Defence against mourning, and forms of regeneration
19 December
Edna St. Vincent Millay 1921
I wish someone like me would not forget flocks of young chrysantemums, and the grumpy barn at sunset. They jumbled up the dream of a few days ago, and blazenly so. I also remember that the two kittens were more enthusiastic about the bucket of milk, which was, incidentally, green, but not the green I have come to think about with tenderness.
- Could not be more perfect… - she chuckled into my ear, and then bent slightly down to brush a stranded tickle. The movement was so fleeting that I felt vibration in one of my nostrils - as if someone had lip up a match, and the smell was trying to get out. She had not dyed her hair, and that was the only difference. Even her posture held. She missed my lips by a few lengths of a hairpin.
- You look normal.
- I don't look anything. But I do many things I do not do today. Is it called 'today', even? But rather, a shred of time, which is very-very yours.
- Mine?..
- It appears to me it exists on your orders. I should have been able to keep, oh, hilarious, only the awful gray and the boring white in that, which is my own. But don't trick yourself into believing that this is my reason for accepting this ability of yours… Oh, to say this is the same as letting it slip that I simply could not let go of your face.
- You are saying… You could have stopped this?
-… But instead, out of my stupudity, I dare to hope that you cannot let go of mine either. I wish this was true.

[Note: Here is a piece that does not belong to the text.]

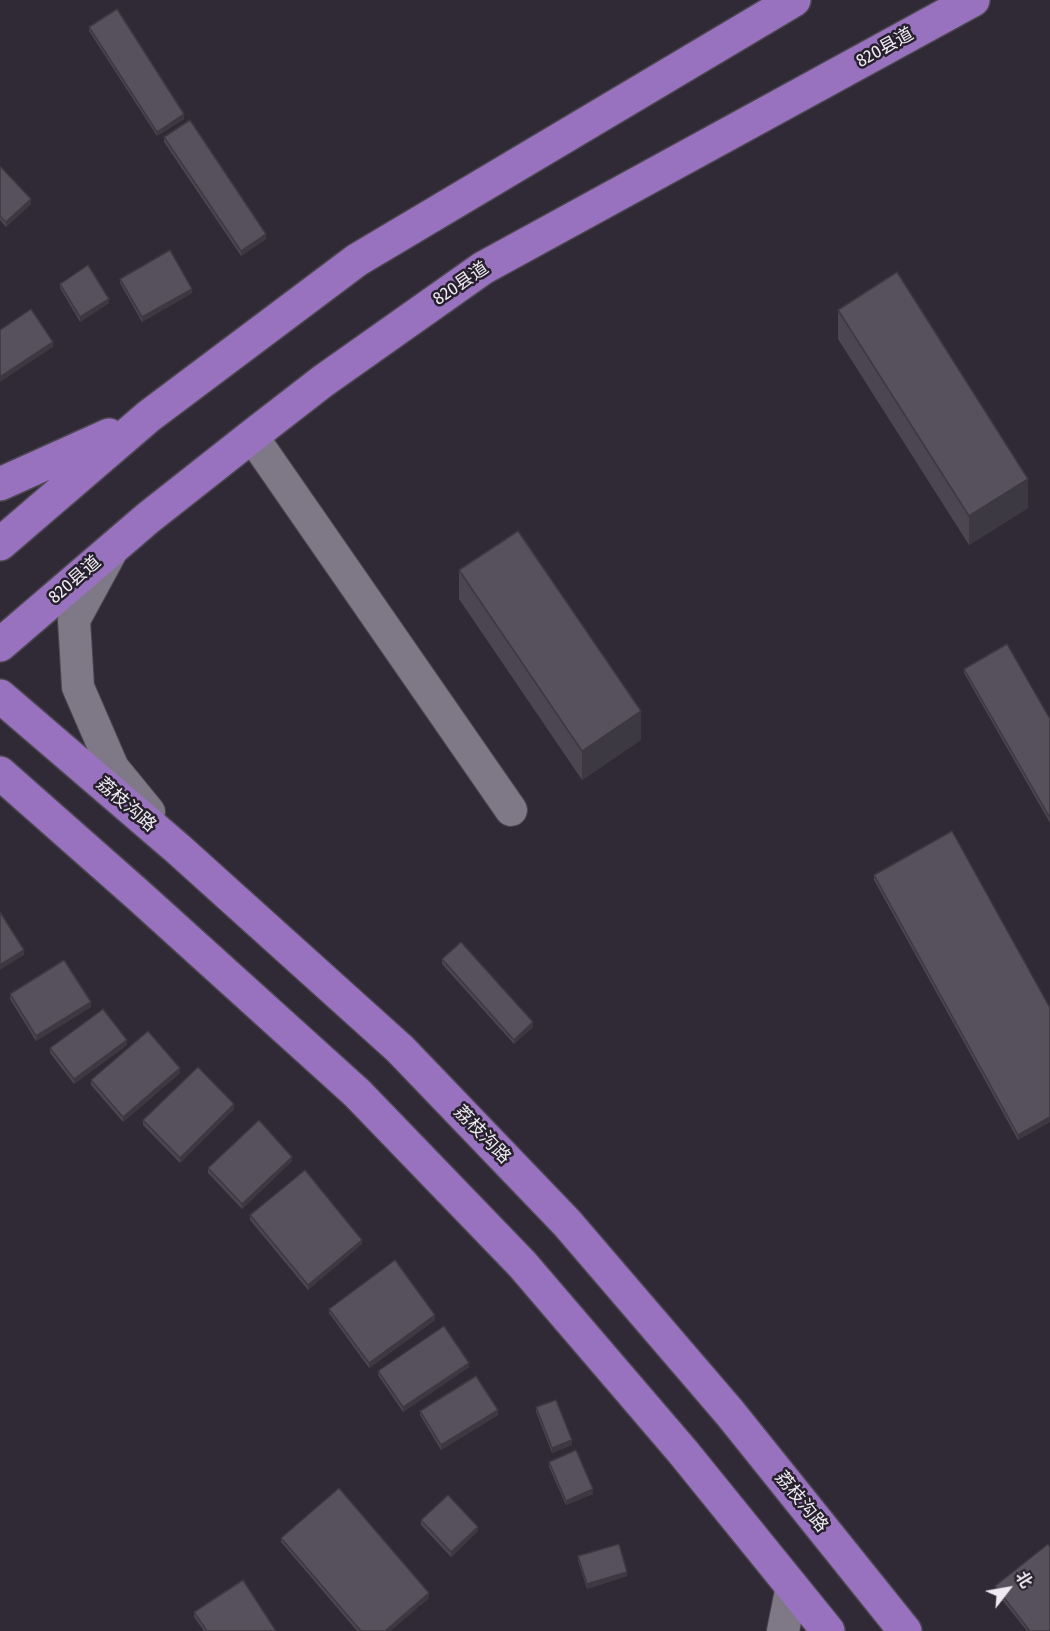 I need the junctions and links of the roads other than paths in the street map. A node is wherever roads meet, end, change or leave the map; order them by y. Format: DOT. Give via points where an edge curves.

She demanded something I did not want to apprehend of the people, who sat on the floor near her yellowish feet, faces earth-toned and downcast. There was the amount of rumbling in the hall, and a strong smell of pine nuts. A small boy near the armoire played with the toy animal, which reminded me of a stag, but looked more grumpy, apart from having only one strandled horn. He would never look at the quarter from the same angle, more especially as he was to be taller than I had been at that age. He was yet to add the nuts to his breakfast sometimes. He was the only one whose head twitched at the sound of her voice, which, I thought, gnawed deliberately on the silence in the chamber.

- Don't go…
- Say that again.

I missed, trying to catch her soft upper arm, which was not muscular. She threw the chains aside and streaked through the steel door, past the garden tools that lined the porch, not pausing to clean the usual scraps of cat hair. Much as I wanted to help her, I did not pause either. At the moment, I had to retain her. My intestines were sizzling with the desire to retain her.

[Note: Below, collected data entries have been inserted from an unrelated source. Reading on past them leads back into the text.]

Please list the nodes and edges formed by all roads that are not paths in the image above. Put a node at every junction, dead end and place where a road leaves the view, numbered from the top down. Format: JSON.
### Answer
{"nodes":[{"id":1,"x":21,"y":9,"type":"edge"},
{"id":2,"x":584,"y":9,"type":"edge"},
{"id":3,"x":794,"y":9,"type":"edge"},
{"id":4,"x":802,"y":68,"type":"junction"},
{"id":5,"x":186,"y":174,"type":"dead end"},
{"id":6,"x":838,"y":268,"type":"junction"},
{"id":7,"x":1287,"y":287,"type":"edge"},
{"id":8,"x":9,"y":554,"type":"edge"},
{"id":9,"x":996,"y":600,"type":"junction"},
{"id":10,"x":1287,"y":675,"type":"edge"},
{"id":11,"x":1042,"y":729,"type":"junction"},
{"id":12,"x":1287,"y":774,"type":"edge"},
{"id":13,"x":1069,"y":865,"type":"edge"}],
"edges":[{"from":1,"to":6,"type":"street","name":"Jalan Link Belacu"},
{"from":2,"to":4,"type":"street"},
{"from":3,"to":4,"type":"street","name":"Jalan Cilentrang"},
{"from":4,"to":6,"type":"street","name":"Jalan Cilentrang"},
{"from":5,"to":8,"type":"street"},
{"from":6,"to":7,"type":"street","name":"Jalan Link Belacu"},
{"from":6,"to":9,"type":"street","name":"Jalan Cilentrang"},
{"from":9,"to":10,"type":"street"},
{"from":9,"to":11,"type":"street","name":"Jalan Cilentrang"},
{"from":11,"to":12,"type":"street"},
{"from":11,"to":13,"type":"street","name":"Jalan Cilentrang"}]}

I knew they had not heard. They did not listen to their stomachs. The interlude, which was in their minds and also the love of their lives, was too interfering. Apparently, they did not resolve to kill. Or, if they did, that was in a most boring manner possible. This is why the victims could not return to them safely. They were left to the gray, and the white of the mould. But I could be trusted. This is why her road led farther right than I had ever lain in the grass.

She made one more joke to my strained croak, and told me not to let go of my killing instincts. In my mind's eye, strangers settled down with what they have heard often, they were coming to terms with swift romances, with dirty university toilets, with classics and goth music.

- Just keep your outdated updated, - her face looked serious under her fingers, although the phrase was intended funny. - Bring paperback show programmes as a deposit, sometimes. Just an example! Just an example! But you can, though.
- So that no one will be able to see?
- I'm sure you should.
I had a stray tear break away from its asylum. Or was the tear trying to find the real asylum somewhere else, within the usual trousers, which were never jeans, or the half-cured wound from a loaf pan?

- Are you coming? - she looked amused at my hesitancy.
- May I? Will it be necessary?
- Oh yes. And this, I am afraid, is the only time I can forbid you to.

What else was left, was the feeling of her heavy cheek on my shoulder, and her heavy hand on my knee. When I looked her in the face, I was safe, I had always been. There would sprout its youth the new wild cress for me to lie down. I believed it violently.